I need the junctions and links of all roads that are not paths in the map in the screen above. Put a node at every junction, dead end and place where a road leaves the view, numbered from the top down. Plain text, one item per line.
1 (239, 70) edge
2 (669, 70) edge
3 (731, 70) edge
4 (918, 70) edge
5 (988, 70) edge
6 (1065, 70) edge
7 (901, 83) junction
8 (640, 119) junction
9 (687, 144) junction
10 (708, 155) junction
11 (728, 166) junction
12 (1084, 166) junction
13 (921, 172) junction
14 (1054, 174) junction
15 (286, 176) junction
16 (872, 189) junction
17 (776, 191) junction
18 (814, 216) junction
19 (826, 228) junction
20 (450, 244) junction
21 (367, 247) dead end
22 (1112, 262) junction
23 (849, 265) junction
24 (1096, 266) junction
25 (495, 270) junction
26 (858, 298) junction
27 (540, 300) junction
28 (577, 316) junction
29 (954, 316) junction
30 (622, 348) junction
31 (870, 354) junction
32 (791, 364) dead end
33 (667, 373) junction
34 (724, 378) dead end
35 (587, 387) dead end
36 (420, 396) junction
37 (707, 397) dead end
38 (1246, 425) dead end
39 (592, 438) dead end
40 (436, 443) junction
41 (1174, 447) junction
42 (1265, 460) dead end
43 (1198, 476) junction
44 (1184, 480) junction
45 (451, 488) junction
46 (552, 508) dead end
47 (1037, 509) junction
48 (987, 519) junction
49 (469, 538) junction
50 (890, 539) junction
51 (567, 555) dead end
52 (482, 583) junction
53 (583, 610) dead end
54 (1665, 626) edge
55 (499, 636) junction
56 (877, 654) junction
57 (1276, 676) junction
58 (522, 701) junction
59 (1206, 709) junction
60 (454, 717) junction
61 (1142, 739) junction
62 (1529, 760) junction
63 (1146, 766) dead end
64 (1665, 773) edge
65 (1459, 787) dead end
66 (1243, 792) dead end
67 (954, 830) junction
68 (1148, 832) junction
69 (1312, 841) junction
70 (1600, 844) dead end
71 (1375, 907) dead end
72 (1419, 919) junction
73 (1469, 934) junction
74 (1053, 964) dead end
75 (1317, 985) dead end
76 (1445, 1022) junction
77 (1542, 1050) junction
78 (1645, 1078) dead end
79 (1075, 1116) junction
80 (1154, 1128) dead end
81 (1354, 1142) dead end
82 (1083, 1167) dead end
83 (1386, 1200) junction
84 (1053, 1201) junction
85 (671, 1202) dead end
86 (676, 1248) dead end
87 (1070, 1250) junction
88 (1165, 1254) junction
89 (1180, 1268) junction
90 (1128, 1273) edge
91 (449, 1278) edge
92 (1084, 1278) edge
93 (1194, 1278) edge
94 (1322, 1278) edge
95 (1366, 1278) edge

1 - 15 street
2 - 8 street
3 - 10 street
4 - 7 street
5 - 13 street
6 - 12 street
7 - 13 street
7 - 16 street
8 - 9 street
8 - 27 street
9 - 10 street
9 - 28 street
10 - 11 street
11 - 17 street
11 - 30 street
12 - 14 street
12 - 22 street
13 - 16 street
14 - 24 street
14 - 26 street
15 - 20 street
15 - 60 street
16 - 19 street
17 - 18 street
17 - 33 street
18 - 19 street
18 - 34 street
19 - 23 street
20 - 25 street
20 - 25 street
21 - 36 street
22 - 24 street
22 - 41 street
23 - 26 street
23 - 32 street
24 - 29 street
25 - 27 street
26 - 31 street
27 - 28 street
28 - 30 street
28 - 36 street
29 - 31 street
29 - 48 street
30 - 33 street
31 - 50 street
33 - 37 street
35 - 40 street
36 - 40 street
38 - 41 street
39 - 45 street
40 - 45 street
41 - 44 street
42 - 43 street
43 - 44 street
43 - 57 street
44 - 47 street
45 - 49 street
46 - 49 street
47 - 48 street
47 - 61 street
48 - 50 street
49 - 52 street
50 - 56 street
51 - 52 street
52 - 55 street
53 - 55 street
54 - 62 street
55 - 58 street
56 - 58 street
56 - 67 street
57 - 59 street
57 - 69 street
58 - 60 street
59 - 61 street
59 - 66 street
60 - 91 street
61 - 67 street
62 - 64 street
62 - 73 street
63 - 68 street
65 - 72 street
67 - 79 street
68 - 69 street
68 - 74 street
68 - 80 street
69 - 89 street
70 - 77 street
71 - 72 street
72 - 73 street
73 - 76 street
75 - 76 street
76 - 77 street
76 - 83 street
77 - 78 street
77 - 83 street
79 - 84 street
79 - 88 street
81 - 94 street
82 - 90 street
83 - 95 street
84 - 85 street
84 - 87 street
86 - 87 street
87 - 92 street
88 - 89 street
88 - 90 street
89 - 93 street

:: WORK TO BE COMPLETED ::
Set down the records above once more, exactly as given.

:: EXPECTED ANSWER ::
I need the junctions and links of all roads that are not paths in the map in the screen above. Put a node at every junction, dead end and place where a road leaves the view, numbered from the top down. Plain text, one item per line.
1 (239, 70) edge
2 (669, 70) edge
3 (731, 70) edge
4 (918, 70) edge
5 (988, 70) edge
6 (1065, 70) edge
7 (901, 83) junction
8 (640, 119) junction
9 (687, 144) junction
10 (708, 155) junction
11 (728, 166) junction
12 (1084, 166) junction
13 (921, 172) junction
14 (1054, 174) junction
15 (286, 176) junction
16 (872, 189) junction
17 (776, 191) junction
18 (814, 216) junction
19 (826, 228) junction
20 (450, 244) junction
21 (367, 247) dead end
22 (1112, 262) junction
23 (849, 265) junction
24 (1096, 266) junction
25 (495, 270) junction
26 (858, 298) junction
27 (540, 300) junction
28 (577, 316) junction
29 (954, 316) junction
30 (622, 348) junction
31 (870, 354) junction
32 (791, 364) dead end
33 (667, 373) junction
34 (724, 378) dead end
35 (587, 387) dead end
36 (420, 396) junction
37 (707, 397) dead end
38 (1246, 425) dead end
39 (592, 438) dead end
40 (436, 443) junction
41 (1174, 447) junction
42 (1265, 460) dead end
43 (1198, 476) junction
44 (1184, 480) junction
45 (451, 488) junction
46 (552, 508) dead end
47 (1037, 509) junction
48 (987, 519) junction
49 (469, 538) junction
50 (890, 539) junction
51 (567, 555) dead end
52 (482, 583) junction
53 (583, 610) dead end
54 (1665, 626) edge
55 (499, 636) junction
56 (877, 654) junction
57 (1276, 676) junction
58 (522, 701) junction
59 (1206, 709) junction
60 (454, 717) junction
61 (1142, 739) junction
62 (1529, 760) junction
63 (1146, 766) dead end
64 (1665, 773) edge
65 (1459, 787) dead end
66 (1243, 792) dead end
67 (954, 830) junction
68 (1148, 832) junction
69 (1312, 841) junction
70 (1600, 844) dead end
71 (1375, 907) dead end
72 (1419, 919) junction
73 (1469, 934) junction
74 (1053, 964) dead end
75 (1317, 985) dead end
76 (1445, 1022) junction
77 (1542, 1050) junction
78 (1645, 1078) dead end
79 (1075, 1116) junction
80 (1154, 1128) dead end
81 (1354, 1142) dead end
82 (1083, 1167) dead end
83 (1386, 1200) junction
84 (1053, 1201) junction
85 (671, 1202) dead end
86 (676, 1248) dead end
87 (1070, 1250) junction
88 (1165, 1254) junction
89 (1180, 1268) junction
90 (1128, 1273) edge
91 (449, 1278) edge
92 (1084, 1278) edge
93 (1194, 1278) edge
94 (1322, 1278) edge
95 (1366, 1278) edge

1 - 15 street
2 - 8 street
3 - 10 street
4 - 7 street
5 - 13 street
6 - 12 street
7 - 13 street
7 - 16 street
8 - 9 street
8 - 27 street
9 - 10 street
9 - 28 street
10 - 11 street
11 - 17 street
11 - 30 street
12 - 14 street
12 - 22 street
13 - 16 street
14 - 24 street
14 - 26 street
15 - 20 street
15 - 60 street
16 - 19 street
17 - 18 street
17 - 33 street
18 - 19 street
18 - 34 street
19 - 23 street
20 - 25 street
20 - 25 street
21 - 36 street
22 - 24 street
22 - 41 street
23 - 26 street
23 - 32 street
24 - 29 street
25 - 27 street
26 - 31 street
27 - 28 street
28 - 30 street
28 - 36 street
29 - 31 street
29 - 48 street
30 - 33 street
31 - 50 street
33 - 37 street
35 - 40 street
36 - 40 street
38 - 41 street
39 - 45 street
40 - 45 street
41 - 44 street
42 - 43 street
43 - 44 street
43 - 57 street
44 - 47 street
45 - 49 street
46 - 49 street
47 - 48 street
47 - 61 street
48 - 50 street
49 - 52 street
50 - 56 street
51 - 52 street
52 - 55 street
53 - 55 street
54 - 62 street
55 - 58 street
56 - 58 street
56 - 67 street
57 - 59 street
57 - 69 street
58 - 60 street
59 - 61 street
59 - 66 street
60 - 91 street
61 - 67 street
62 - 64 street
62 - 73 street
63 - 68 street
65 - 72 street
67 - 79 street
68 - 69 street
68 - 74 street
68 - 80 street
69 - 89 street
70 - 77 street
71 - 72 street
72 - 73 street
73 - 76 street
75 - 76 street
76 - 77 street
76 - 83 street
77 - 78 street
77 - 83 street
79 - 84 street
79 - 88 street
81 - 94 street
82 - 90 street
83 - 95 street
84 - 85 street
84 - 87 street
86 - 87 street
87 - 92 street
88 - 89 street
88 - 90 street
89 - 93 street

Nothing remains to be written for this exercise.